Some sellers are allowing Realtors to enter their single-family residences and broadcast a tour. Realtors are relying on platforms Facebook Live, Instagram Live and Periscope to showcase the homes and answer questions from potential buyers.
Still, even virtual tours aren’t filling the gap. On a typical week, Ines Hegedus-Garcia, a Realtor with Avanti Way Realty and founder of the Miamism Sales Team, would provide 20 virtual tours in a week for a single home. Now, she provides one tour every five days.
“Most sellers let us in, but they do not want to let strangers in. We sanitize door knobs and any hard surfaces that we touch. [We try] to put the seller at ease,” Hegedus-Garcia said.
Some firms had already done away with open houses altogether before the county order issued Thursday.
“People are probably not going to show up anyway, and with open houses anyone can walk in even if they are not qualified,” said Anthony Askowitz, broker/owner of RE/MAX Advance Realty. “Virtual tours are open 24/7 and can be tracked.”
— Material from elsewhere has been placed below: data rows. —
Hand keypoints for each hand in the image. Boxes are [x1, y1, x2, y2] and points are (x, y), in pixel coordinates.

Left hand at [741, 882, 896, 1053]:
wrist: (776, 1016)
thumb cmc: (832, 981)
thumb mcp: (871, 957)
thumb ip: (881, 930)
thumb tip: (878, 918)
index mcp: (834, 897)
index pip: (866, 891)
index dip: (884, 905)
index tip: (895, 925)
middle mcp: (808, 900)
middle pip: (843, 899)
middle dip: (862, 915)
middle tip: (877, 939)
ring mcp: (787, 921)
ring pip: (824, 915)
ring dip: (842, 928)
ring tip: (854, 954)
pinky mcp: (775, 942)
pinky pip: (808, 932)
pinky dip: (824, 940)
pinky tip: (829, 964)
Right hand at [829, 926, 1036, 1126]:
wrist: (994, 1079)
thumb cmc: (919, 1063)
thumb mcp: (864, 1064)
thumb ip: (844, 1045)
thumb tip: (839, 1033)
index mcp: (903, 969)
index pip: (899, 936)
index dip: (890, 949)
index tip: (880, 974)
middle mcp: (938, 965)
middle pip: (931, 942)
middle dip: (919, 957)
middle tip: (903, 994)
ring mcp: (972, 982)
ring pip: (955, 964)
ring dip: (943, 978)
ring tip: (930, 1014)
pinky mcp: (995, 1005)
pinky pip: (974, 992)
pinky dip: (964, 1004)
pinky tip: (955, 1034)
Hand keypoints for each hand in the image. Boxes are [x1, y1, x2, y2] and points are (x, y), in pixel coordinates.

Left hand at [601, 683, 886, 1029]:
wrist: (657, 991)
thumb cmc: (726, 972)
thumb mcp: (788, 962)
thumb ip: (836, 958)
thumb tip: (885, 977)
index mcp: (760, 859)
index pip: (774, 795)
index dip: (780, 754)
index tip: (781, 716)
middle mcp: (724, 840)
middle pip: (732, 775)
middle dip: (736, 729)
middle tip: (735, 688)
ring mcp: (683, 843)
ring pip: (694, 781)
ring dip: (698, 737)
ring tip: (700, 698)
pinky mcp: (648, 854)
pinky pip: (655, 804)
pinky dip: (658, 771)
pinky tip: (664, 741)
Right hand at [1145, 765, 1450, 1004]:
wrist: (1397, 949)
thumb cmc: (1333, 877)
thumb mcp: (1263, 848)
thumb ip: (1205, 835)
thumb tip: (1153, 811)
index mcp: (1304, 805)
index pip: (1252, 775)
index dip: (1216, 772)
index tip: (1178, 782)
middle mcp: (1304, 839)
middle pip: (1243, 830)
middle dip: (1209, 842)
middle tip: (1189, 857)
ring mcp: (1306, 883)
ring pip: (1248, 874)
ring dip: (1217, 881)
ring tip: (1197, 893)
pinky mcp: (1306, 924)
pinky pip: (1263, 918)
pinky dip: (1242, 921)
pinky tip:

Askowitz compares the current lull in the real estate market to the anticipation that happens before a hurricane.
“We’re so used to locking up the house, putting up the shutters, buying all the toilet paper,” Askowitz said. “This is a little different, but it’s the same feeling. People are hunkering down. But even today, I have gotten multiple client calls. I landed a listing today, and I listed a property on Sunday. Right now, when someone calls, they are for real, because they have a need or want. And when we come out of this haze, people are going to start buying up real estate, because the stock market is up and down. So get out of the stock market and put your money into something you can hold onto.”
Despite the gloomy outlook on how long the coronavirus could disrupt American society — some estimates put it at 18 months — the real estate industry is remaining cautiously optimistic for now.
“I expected business to slow down dramatically, but that has not happened,” said Jeff Morr, chairman of the Miami Master Broker’s Forum, which is comprised of the top 250 real estate agents and brokers in Miami-Dade County. “Sales are moving to contract. Inspections are still happening. Some agents are using FaceTime to show properties to clients from the northeast. A slowdown could still happen, because we are looking at this as a two- or three-month situation. But right now, the thing that has changed the most is that people aren’t shaking hands.”
Tere Shelton Bernace, broker and co-owner of Shelton & Stewart Realtors, said she has tamped down her marketing efforts, which usually involves two daily email blasts or social media posts, because it would be “insensitive” to continue her business as usual. Instead, her firm’s Instagram posts now include uplifting messages such as “Home Sweet Home, with All the Kids!” and a more modest invitation to take a virtual tour on the company’s website. Bernace said that although the summer is typically the slowest season for the South Florida real estate industry, she suspects this year will be different.
“We could be poised to have one of our best summers ever,” Bernace said. “If we’re still dealing with this uncertainty in November, that will be difficult. But Miami always does really well in good times and is super resilient in bad times.”